= Problem =
Please, could you print all the lines below exactly, leaving out the pictures?

*** Opening Given data ***

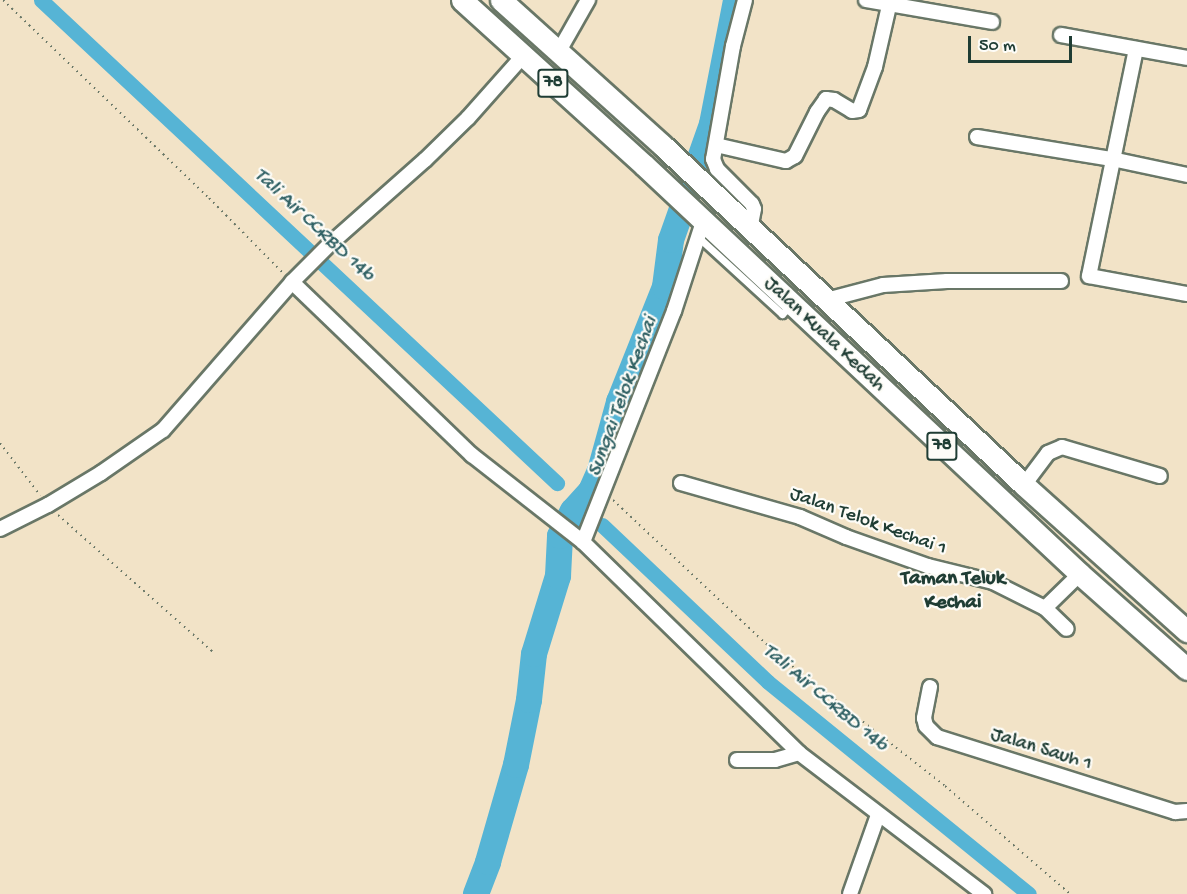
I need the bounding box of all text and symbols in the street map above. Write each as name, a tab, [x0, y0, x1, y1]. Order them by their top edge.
scale bar	[971, 24, 1074, 62]
text: 50 m	[979, 36, 1016, 57]
road number: 78	[536, 68, 570, 98]
water label: Tali Air CCRBD 14b	[247, 164, 379, 288]
street label: Jalan Kuala Kedah	[758, 272, 890, 398]
water label: Sungai Telok Kechai	[583, 314, 665, 480]
road number: 78	[926, 431, 958, 461]
street label: Jalan Telok Kechai 1	[786, 483, 950, 561]
district label: Taman Teluk Kechai	[901, 567, 1005, 617]
water label: Tali Air CCRBD 14b	[756, 639, 892, 759]
street label: Jalan Sauh 1	[987, 723, 1095, 777]

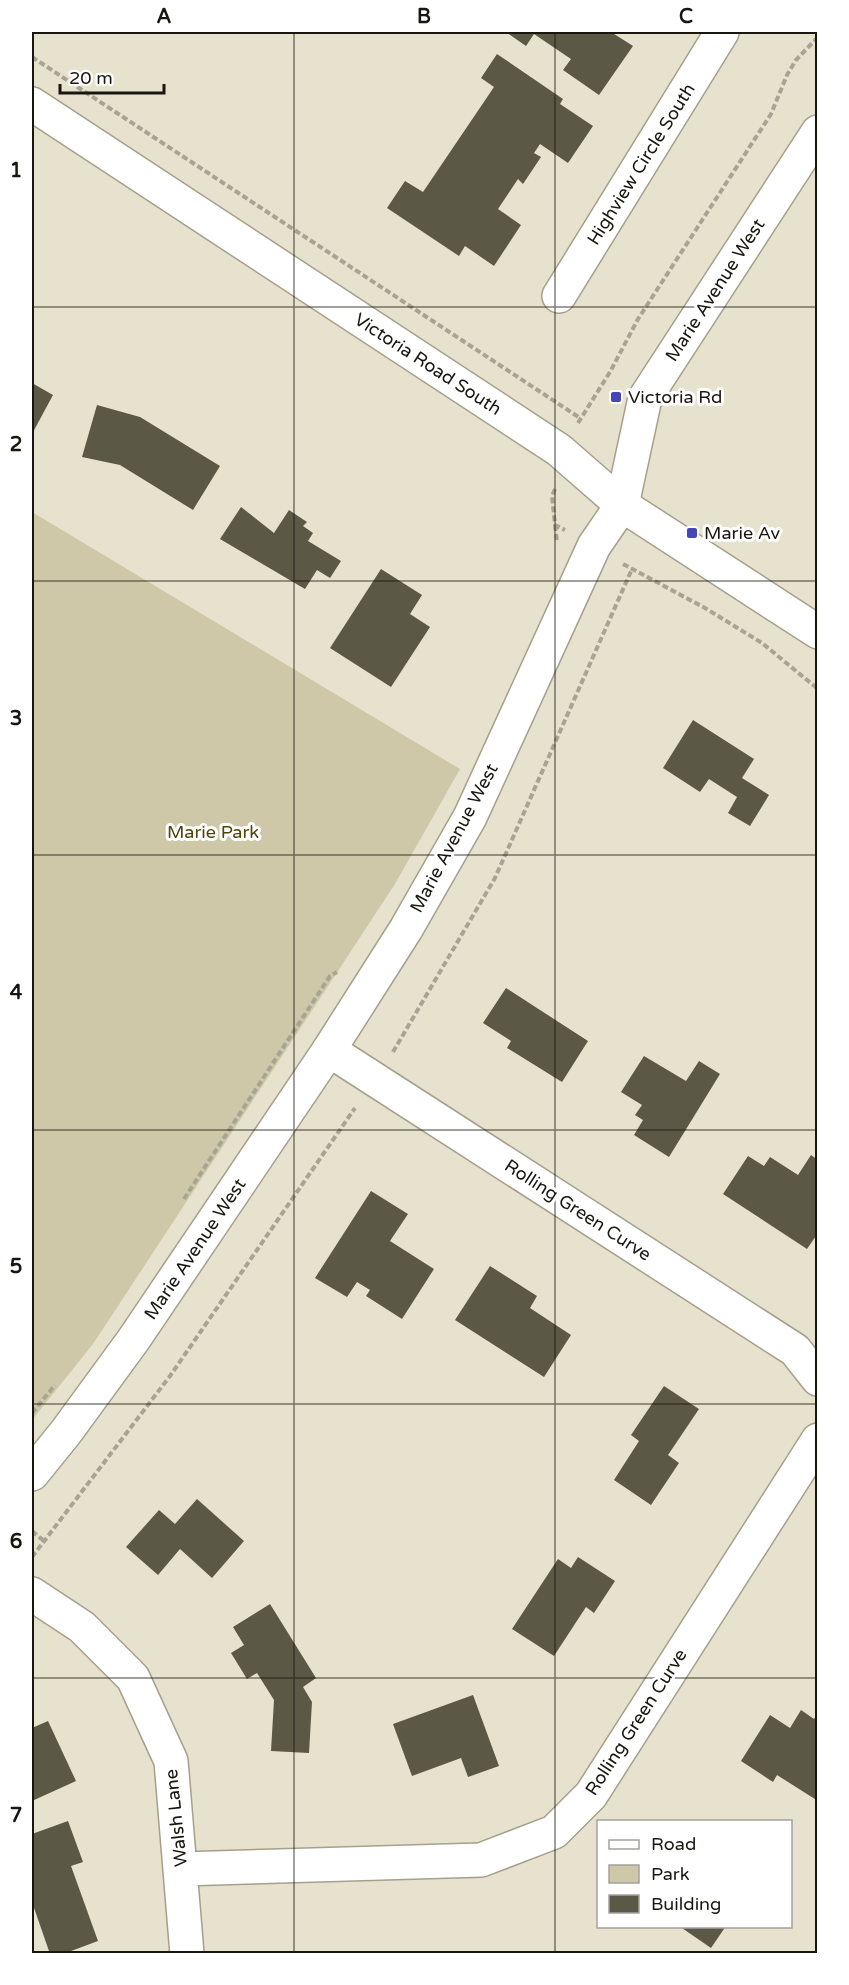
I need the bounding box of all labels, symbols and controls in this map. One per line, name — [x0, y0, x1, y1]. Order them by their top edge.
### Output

*** Closing Given data ***

= Completed exercise =
I need the bounding box of all text and symbols in the street map above. Write each as name, a tab, [x0, y0, x1, y1]. Order them by their top edge.
scale bar	[971, 24, 1074, 62]
text: 50 m	[979, 36, 1016, 57]
road number: 78	[536, 68, 570, 98]
water label: Tali Air CCRBD 14b	[247, 164, 379, 288]
street label: Jalan Kuala Kedah	[758, 272, 890, 398]
water label: Sungai Telok Kechai	[583, 314, 665, 480]
road number: 78	[926, 431, 958, 461]
street label: Jalan Telok Kechai 1	[786, 483, 950, 561]
district label: Taman Teluk Kechai	[901, 567, 1005, 617]
water label: Tali Air CCRBD 14b	[756, 639, 892, 759]
street label: Jalan Sauh 1	[987, 723, 1095, 777]

I need the bounding box of all labels, symbols and controls in this map. One per line, name — [x0, y0, x1, y1]. Order them by their top edge.
### Output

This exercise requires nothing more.